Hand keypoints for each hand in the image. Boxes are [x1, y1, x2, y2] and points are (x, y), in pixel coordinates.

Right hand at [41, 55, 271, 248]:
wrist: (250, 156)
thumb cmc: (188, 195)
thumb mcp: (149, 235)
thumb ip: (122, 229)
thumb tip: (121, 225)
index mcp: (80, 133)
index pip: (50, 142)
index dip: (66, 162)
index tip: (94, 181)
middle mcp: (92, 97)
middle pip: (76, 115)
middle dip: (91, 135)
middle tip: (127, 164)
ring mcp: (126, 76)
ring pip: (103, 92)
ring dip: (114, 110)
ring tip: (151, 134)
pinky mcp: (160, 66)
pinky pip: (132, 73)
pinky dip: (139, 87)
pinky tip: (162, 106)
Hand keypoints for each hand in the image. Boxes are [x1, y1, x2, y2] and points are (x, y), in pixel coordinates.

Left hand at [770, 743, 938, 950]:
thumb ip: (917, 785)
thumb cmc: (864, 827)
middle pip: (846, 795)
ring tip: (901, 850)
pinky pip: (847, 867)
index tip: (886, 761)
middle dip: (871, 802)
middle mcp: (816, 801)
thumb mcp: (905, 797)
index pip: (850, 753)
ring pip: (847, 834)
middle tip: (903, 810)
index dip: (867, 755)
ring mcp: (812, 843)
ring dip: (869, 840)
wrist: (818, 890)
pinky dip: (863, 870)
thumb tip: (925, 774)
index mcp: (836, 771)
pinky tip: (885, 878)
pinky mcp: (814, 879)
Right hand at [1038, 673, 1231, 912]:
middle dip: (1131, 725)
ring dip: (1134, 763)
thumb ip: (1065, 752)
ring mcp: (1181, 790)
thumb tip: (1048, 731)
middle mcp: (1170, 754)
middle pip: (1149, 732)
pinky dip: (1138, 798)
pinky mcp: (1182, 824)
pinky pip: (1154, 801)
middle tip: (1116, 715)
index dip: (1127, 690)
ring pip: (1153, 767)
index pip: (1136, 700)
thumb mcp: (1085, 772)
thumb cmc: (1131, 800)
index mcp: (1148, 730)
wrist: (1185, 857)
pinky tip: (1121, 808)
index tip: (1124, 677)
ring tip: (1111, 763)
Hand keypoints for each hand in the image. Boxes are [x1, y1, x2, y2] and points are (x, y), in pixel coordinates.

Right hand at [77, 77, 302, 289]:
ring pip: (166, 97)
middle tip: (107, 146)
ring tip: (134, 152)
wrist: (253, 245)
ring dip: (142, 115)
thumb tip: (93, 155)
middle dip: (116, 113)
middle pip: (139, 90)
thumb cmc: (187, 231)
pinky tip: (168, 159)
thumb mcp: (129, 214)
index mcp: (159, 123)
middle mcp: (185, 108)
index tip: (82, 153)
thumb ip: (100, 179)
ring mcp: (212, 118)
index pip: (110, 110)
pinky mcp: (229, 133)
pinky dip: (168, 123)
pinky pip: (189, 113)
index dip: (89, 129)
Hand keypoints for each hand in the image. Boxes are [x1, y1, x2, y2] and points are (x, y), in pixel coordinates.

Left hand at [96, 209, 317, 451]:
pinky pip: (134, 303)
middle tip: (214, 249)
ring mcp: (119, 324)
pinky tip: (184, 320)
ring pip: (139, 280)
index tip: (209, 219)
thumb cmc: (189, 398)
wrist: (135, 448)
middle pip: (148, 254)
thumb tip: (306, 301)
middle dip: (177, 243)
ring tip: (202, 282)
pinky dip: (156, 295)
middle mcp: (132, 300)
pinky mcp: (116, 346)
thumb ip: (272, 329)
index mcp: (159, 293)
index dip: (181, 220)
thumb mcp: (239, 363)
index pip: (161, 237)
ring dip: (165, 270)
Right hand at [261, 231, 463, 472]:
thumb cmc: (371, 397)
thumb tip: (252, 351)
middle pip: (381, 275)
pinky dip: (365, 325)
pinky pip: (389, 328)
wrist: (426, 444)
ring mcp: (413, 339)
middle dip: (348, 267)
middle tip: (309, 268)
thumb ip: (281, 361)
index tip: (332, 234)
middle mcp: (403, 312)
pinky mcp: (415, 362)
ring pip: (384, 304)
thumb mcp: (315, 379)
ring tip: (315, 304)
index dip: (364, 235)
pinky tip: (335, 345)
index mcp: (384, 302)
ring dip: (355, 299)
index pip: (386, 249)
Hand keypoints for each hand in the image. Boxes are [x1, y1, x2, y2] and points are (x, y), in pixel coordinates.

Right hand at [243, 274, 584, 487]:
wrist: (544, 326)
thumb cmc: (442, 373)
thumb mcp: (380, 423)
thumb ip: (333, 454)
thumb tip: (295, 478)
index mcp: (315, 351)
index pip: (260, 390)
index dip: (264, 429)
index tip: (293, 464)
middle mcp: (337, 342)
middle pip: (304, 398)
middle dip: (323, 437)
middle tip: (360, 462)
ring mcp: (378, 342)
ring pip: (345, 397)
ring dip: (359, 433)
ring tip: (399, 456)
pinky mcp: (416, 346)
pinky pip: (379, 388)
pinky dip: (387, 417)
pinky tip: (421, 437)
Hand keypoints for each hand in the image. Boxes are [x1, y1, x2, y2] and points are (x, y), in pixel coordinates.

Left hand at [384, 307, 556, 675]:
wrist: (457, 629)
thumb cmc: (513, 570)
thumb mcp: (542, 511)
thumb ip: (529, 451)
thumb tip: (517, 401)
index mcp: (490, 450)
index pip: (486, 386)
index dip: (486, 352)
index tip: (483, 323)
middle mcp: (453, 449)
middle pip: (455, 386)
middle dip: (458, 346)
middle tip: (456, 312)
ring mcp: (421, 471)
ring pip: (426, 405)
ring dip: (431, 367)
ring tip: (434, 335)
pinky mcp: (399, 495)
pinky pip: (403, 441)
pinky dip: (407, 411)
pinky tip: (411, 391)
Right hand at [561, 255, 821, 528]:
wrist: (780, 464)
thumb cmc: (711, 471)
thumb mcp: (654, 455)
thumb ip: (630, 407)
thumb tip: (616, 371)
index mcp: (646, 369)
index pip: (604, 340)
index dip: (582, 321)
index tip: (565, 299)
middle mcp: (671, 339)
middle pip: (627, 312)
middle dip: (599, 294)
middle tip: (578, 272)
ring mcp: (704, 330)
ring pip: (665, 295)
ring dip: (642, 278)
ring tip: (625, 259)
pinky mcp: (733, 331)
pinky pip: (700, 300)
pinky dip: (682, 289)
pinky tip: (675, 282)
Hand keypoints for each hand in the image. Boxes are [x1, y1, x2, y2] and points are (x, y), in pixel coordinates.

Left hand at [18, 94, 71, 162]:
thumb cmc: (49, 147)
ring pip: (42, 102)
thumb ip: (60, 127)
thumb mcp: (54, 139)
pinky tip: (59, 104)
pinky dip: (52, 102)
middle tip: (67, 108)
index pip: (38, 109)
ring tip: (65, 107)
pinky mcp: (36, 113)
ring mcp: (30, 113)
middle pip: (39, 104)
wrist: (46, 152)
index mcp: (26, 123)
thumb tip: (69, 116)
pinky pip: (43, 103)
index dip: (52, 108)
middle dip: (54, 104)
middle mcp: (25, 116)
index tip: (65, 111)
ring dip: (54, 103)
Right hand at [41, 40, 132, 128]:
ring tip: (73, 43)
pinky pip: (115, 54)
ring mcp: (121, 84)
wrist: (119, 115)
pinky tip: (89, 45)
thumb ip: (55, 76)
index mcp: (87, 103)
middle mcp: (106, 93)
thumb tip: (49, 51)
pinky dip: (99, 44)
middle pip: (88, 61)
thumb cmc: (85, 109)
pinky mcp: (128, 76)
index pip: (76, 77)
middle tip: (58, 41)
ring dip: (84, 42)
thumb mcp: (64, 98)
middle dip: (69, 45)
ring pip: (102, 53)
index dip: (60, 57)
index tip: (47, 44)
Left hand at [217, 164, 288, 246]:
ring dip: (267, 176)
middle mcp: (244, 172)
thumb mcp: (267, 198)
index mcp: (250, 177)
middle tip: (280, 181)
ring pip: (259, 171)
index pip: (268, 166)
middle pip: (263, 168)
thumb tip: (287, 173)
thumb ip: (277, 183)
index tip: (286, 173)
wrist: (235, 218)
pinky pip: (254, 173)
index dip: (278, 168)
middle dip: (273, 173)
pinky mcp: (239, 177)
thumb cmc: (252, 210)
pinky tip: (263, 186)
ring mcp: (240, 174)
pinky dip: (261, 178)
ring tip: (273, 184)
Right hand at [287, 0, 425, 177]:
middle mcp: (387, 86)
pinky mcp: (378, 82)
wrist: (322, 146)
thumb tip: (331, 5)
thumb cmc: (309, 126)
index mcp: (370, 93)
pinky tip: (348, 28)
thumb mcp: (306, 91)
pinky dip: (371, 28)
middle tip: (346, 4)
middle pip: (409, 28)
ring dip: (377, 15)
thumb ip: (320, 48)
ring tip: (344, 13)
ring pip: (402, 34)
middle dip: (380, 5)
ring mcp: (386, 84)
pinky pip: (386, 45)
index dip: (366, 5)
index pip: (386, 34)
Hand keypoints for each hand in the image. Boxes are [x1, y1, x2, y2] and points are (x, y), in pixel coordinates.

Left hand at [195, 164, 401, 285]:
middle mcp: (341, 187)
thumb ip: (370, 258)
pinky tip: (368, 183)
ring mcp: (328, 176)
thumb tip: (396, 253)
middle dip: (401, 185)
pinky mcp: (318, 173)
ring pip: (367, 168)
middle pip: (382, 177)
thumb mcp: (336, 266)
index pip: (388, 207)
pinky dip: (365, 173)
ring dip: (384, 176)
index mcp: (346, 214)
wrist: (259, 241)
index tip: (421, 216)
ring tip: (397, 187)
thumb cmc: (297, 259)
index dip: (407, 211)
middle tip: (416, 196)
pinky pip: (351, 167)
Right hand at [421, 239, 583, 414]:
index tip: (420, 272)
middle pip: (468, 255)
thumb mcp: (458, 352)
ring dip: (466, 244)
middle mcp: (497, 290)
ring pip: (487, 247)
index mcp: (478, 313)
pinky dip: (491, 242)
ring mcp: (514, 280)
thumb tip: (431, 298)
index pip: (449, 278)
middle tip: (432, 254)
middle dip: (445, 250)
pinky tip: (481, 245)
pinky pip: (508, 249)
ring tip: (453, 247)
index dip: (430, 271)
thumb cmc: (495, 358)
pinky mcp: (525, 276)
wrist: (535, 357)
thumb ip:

• What is being asked: The reply should hold only the lines of the listing above starting at the line containing "thumb mcp: (129, 214)" and ending at the line containing "index pip: (386, 249)", exactly as written.

• Problem solution:
thumb mcp: (129, 214)
index mcp: (159, 123)
middle mcp: (185, 108)
index tip: (82, 153)
thumb ip: (100, 179)
ring mcp: (212, 118)
index pip: (110, 110)
pinky mcp: (229, 133)
pinky dip: (168, 123)
pinky pip: (189, 113)
index dip: (89, 129)
Hand keypoints for each hand in the image. Boxes are [x1, y1, x2, y2] and points are (x, y), in pixel coordinates.

Left hand at [96, 209, 317, 451]:
pinky pip: (134, 303)
middle tip: (214, 249)
ring mcp: (119, 324)
pinky tip: (184, 320)
ring pip: (139, 280)
index tip: (209, 219)
thumb cmc: (189, 398)
wrist: (135, 448)
middle pip: (148, 254)
thumb tip: (306, 301)
middle dip: (177, 243)
ring tip: (202, 282)
pinky dip: (156, 295)
middle mcp: (132, 300)
pinky mcp: (116, 346)
thumb ip: (272, 329)
index mcp: (159, 293)
index dip: (181, 220)
thumb mcp: (239, 363)
index pip: (161, 237)
ring dip: (165, 270)
Right hand at [261, 231, 463, 472]:
thumb cmc: (371, 397)
thumb tip: (252, 351)
middle pip: (381, 275)
pinky dip: (365, 325)
pinky pip: (389, 328)
wrist: (426, 444)
ring mcp: (413, 339)
middle dip: (348, 267)
middle tip: (309, 268)
thumb ip: (281, 361)
index tip: (332, 234)
middle mcp: (403, 312)
pinky mcp: (415, 362)
ring pip: (384, 304)
thumb mcp: (315, 379)
ring tip: (315, 304)
index dip: (364, 235)
pinky tip: (335, 345)
index mcp: (384, 302)
ring dip: (355, 299)
index pip: (386, 249)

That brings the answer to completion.